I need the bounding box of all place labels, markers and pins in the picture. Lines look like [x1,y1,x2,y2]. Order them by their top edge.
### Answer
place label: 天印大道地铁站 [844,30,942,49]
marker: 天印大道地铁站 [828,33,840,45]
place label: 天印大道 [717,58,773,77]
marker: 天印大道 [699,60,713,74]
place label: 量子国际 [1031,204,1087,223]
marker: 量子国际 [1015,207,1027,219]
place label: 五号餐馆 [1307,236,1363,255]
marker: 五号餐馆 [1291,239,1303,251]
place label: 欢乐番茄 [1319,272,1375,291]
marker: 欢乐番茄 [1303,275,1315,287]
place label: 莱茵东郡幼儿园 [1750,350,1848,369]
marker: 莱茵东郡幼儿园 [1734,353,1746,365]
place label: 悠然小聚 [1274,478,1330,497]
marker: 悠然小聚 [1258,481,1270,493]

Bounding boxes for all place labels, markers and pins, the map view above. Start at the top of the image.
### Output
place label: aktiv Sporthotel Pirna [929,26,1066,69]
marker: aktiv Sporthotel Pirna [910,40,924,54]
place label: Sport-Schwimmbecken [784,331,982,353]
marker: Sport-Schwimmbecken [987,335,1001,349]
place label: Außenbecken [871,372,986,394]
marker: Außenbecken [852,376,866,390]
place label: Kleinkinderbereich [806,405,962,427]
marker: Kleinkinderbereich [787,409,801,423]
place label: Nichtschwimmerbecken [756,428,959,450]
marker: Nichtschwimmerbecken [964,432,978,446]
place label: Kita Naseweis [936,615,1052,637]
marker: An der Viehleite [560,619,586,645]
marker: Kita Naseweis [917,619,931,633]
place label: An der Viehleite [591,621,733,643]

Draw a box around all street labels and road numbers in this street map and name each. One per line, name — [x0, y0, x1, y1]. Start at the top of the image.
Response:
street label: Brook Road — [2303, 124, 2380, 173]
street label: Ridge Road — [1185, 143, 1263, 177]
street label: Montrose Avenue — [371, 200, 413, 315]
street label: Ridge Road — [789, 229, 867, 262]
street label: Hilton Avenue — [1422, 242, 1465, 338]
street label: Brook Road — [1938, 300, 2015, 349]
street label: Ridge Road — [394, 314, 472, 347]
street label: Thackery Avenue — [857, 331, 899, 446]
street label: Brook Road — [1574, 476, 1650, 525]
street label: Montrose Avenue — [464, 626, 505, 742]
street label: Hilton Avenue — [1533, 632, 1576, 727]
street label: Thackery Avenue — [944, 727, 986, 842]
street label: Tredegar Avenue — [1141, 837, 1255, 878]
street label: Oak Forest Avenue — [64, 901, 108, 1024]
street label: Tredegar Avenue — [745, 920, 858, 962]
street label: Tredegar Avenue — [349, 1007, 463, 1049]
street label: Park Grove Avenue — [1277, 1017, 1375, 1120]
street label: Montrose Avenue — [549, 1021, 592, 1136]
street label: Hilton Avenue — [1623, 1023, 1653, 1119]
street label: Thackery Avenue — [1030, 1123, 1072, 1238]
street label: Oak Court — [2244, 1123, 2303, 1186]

####

- _Problem_
Given the listing above, print all of it word for word.

- _Task result_
I need the bounding box of all place labels, markers and pins in the picture. Lines look like [x1,y1,x2,y2]. Order them by their top edge.
### Answer
place label: 天印大道地铁站 [844,30,942,49]
marker: 天印大道地铁站 [828,33,840,45]
place label: 天印大道 [717,58,773,77]
marker: 天印大道 [699,60,713,74]
place label: 量子国际 [1031,204,1087,223]
marker: 量子国际 [1015,207,1027,219]
place label: 五号餐馆 [1307,236,1363,255]
marker: 五号餐馆 [1291,239,1303,251]
place label: 欢乐番茄 [1319,272,1375,291]
marker: 欢乐番茄 [1303,275,1315,287]
place label: 莱茵东郡幼儿园 [1750,350,1848,369]
marker: 莱茵东郡幼儿园 [1734,353,1746,365]
place label: 悠然小聚 [1274,478,1330,497]
marker: 悠然小聚 [1258,481,1270,493]

Bounding boxes for all place labels, markers and pins, the map view above. Start at the top of the image.
### Output
place label: aktiv Sporthotel Pirna [929,26,1066,69]
marker: aktiv Sporthotel Pirna [910,40,924,54]
place label: Sport-Schwimmbecken [784,331,982,353]
marker: Sport-Schwimmbecken [987,335,1001,349]
place label: Außenbecken [871,372,986,394]
marker: Außenbecken [852,376,866,390]
place label: Kleinkinderbereich [806,405,962,427]
marker: Kleinkinderbereich [787,409,801,423]
place label: Nichtschwimmerbecken [756,428,959,450]
marker: Nichtschwimmerbecken [964,432,978,446]
place label: Kita Naseweis [936,615,1052,637]
marker: An der Viehleite [560,619,586,645]
marker: Kita Naseweis [917,619,931,633]
place label: An der Viehleite [591,621,733,643]

Draw a box around all street labels and road numbers in this street map and name each. One per line, name — [x0, y0, x1, y1]. Start at the top of the image.
Response:
street label: Brook Road — [2303, 124, 2380, 173]
street label: Ridge Road — [1185, 143, 1263, 177]
street label: Montrose Avenue — [371, 200, 413, 315]
street label: Ridge Road — [789, 229, 867, 262]
street label: Hilton Avenue — [1422, 242, 1465, 338]
street label: Brook Road — [1938, 300, 2015, 349]
street label: Ridge Road — [394, 314, 472, 347]
street label: Thackery Avenue — [857, 331, 899, 446]
street label: Brook Road — [1574, 476, 1650, 525]
street label: Montrose Avenue — [464, 626, 505, 742]
street label: Hilton Avenue — [1533, 632, 1576, 727]
street label: Thackery Avenue — [944, 727, 986, 842]
street label: Tredegar Avenue — [1141, 837, 1255, 878]
street label: Oak Forest Avenue — [64, 901, 108, 1024]
street label: Tredegar Avenue — [745, 920, 858, 962]
street label: Tredegar Avenue — [349, 1007, 463, 1049]
street label: Park Grove Avenue — [1277, 1017, 1375, 1120]
street label: Montrose Avenue — [549, 1021, 592, 1136]
street label: Hilton Avenue — [1623, 1023, 1653, 1119]
street label: Thackery Avenue — [1030, 1123, 1072, 1238]
street label: Oak Court — [2244, 1123, 2303, 1186]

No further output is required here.